_EXERCISE MATERIAL_
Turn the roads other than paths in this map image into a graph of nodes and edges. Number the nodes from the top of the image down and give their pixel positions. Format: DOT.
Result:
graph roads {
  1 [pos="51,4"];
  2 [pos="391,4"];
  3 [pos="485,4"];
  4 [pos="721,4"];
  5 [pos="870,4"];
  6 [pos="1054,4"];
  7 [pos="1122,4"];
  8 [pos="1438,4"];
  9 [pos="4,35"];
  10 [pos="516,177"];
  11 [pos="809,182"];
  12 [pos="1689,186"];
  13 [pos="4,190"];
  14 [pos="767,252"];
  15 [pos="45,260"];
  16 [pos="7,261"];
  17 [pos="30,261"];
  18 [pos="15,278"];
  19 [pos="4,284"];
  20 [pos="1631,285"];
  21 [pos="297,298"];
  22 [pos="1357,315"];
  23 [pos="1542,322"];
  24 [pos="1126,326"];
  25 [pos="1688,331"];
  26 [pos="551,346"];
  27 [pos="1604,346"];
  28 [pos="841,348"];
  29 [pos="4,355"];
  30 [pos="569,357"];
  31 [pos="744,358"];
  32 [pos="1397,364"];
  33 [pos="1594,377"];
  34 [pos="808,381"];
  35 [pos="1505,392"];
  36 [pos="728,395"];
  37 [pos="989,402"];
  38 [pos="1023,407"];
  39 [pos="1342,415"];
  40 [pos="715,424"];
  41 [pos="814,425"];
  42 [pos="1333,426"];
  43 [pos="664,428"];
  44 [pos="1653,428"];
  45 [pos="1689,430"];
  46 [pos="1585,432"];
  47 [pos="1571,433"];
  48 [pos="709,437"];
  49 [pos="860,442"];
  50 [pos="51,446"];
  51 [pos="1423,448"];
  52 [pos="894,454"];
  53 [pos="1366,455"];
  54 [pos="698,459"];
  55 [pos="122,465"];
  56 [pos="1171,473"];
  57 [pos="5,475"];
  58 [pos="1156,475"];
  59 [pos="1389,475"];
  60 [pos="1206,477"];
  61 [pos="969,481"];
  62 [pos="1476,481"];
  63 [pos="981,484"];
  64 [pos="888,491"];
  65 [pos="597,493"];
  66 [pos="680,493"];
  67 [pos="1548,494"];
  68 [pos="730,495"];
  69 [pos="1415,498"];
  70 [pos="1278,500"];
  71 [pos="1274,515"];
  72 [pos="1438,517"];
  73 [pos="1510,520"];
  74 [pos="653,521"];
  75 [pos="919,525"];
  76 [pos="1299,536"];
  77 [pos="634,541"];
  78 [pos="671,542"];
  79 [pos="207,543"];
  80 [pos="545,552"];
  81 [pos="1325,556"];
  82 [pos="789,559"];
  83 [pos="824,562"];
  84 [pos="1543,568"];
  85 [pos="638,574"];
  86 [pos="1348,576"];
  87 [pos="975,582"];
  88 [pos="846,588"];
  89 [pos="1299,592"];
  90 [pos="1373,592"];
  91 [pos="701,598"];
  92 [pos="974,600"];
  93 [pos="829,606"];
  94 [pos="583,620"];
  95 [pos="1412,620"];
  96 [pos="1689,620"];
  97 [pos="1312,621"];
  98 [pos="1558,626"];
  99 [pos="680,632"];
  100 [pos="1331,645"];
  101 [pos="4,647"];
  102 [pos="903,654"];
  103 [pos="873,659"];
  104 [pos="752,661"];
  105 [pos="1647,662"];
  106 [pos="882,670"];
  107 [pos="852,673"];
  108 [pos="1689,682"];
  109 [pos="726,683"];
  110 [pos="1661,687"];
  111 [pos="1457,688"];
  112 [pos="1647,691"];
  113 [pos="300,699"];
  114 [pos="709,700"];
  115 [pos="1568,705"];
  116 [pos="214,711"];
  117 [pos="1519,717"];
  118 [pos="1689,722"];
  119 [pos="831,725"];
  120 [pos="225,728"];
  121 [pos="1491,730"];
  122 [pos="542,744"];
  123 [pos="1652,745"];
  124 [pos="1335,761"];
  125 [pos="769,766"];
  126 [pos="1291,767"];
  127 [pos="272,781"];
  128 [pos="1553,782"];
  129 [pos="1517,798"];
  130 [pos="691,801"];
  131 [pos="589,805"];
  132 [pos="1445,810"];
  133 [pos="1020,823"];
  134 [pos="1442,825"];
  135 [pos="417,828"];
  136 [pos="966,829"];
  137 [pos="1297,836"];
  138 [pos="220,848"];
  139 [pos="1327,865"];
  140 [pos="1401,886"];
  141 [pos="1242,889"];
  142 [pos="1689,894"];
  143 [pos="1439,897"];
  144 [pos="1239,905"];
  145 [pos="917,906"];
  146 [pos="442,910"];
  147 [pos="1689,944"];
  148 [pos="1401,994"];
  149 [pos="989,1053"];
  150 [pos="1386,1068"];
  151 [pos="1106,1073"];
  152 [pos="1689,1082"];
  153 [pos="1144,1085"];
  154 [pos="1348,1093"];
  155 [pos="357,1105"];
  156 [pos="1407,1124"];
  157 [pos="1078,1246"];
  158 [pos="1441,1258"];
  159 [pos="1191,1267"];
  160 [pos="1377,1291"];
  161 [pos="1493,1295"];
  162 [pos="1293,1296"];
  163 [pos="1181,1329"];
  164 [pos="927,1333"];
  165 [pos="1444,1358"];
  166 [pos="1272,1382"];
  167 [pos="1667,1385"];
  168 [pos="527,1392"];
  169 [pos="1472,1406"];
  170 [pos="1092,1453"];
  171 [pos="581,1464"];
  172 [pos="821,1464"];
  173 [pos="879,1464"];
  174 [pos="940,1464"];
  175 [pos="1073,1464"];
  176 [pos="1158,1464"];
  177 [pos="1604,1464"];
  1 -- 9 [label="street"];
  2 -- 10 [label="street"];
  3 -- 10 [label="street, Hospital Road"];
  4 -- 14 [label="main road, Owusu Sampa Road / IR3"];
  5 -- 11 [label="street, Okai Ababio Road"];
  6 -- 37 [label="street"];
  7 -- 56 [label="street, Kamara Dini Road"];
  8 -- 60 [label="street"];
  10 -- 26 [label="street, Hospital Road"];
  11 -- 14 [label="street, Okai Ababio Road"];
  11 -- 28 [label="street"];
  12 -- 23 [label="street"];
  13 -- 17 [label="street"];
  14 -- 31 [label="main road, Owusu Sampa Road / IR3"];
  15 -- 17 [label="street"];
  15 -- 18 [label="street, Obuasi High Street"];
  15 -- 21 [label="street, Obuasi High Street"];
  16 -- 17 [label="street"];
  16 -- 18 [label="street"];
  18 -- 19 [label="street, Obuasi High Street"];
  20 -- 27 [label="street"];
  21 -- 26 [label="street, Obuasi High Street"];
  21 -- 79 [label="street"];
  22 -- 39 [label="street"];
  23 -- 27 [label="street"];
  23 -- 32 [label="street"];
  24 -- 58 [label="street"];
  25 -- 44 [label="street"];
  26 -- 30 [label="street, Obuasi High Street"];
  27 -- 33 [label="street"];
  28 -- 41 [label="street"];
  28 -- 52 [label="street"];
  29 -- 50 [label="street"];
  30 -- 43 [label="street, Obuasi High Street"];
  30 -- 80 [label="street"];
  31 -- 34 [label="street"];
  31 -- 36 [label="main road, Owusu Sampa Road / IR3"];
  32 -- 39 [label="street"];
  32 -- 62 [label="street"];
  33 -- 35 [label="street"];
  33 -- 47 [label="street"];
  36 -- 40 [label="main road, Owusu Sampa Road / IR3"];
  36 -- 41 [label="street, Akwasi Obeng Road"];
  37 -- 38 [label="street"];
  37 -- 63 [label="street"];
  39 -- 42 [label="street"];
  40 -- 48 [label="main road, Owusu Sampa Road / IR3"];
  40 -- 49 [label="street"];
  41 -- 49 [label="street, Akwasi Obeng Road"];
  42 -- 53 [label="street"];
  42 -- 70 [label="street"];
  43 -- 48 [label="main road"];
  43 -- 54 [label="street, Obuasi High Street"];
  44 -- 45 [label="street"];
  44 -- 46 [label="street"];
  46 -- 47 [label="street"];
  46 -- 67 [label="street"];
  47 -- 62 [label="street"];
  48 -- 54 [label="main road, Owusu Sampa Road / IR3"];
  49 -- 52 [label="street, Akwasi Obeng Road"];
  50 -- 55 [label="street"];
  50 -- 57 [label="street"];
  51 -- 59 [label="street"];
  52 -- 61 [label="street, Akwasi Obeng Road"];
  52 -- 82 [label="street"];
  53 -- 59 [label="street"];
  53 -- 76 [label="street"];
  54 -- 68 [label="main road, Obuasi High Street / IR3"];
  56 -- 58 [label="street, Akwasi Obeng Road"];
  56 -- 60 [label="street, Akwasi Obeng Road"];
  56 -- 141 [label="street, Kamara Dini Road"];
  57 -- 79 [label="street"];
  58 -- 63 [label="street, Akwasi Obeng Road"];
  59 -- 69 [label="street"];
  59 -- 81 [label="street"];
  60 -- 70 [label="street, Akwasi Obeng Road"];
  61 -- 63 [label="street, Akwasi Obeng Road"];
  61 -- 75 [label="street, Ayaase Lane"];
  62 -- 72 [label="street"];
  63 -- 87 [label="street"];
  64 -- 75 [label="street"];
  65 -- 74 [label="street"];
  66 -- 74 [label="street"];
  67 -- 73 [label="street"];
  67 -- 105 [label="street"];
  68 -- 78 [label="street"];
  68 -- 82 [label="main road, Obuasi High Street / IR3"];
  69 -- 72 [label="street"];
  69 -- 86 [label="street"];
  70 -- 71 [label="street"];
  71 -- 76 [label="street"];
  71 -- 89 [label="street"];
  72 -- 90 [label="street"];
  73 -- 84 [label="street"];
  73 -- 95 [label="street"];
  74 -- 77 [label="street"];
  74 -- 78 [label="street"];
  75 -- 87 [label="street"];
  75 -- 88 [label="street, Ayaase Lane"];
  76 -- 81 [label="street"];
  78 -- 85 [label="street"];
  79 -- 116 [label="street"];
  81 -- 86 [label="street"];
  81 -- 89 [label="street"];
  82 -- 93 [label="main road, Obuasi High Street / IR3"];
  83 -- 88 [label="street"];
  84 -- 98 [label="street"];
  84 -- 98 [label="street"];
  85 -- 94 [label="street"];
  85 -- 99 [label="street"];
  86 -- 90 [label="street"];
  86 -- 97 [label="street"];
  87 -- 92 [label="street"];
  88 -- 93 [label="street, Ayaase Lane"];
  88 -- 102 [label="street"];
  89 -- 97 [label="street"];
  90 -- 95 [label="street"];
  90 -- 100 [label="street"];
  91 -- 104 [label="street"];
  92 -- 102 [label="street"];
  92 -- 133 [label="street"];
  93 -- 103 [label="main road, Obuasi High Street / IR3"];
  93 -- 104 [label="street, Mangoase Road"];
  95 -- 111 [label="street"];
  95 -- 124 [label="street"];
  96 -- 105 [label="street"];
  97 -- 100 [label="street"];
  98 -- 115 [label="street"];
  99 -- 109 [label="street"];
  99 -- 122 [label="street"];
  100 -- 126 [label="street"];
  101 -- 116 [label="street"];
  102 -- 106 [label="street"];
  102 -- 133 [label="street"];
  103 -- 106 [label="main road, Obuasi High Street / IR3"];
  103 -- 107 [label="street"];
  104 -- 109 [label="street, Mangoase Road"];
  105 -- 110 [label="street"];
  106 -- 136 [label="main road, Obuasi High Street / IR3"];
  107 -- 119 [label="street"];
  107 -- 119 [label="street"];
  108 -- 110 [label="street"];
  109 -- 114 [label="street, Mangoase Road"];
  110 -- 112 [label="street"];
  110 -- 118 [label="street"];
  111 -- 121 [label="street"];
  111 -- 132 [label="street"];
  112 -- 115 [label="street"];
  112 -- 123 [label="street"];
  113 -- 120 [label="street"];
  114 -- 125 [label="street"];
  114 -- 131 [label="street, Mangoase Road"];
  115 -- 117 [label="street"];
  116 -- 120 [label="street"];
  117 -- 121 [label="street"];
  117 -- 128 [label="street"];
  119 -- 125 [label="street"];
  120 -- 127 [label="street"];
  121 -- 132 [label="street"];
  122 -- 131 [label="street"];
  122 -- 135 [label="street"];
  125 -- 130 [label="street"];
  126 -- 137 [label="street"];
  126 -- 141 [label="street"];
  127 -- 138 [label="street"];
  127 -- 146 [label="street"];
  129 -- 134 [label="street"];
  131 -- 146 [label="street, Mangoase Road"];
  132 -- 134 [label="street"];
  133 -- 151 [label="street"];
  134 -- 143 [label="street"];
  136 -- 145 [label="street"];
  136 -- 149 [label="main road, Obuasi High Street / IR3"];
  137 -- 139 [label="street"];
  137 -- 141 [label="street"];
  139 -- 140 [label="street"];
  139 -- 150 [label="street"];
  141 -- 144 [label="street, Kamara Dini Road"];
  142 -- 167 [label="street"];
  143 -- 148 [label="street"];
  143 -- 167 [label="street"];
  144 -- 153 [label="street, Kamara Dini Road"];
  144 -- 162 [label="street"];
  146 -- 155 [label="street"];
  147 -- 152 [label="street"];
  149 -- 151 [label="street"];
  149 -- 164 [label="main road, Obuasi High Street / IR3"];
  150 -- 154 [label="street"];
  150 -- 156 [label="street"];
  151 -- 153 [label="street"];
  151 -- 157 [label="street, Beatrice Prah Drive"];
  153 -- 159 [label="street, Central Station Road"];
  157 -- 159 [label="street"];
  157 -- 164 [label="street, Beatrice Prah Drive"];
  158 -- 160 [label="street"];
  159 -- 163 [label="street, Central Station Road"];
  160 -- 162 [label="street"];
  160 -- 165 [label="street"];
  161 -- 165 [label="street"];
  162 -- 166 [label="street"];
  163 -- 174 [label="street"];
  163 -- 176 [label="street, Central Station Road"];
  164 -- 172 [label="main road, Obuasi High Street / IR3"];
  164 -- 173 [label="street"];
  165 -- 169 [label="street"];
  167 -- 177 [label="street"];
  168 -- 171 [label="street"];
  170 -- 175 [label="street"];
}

_WHAT TO DO_
Using the listing, copy every line where the word "Owusu" shows up.

_EXERCISE RESPONSE_
  4 -- 14 [label="main road, Owusu Sampa Road / IR3"];
  14 -- 31 [label="main road, Owusu Sampa Road / IR3"];
  31 -- 36 [label="main road, Owusu Sampa Road / IR3"];
  36 -- 40 [label="main road, Owusu Sampa Road / IR3"];
  40 -- 48 [label="main road, Owusu Sampa Road / IR3"];
  48 -- 54 [label="main road, Owusu Sampa Road / IR3"];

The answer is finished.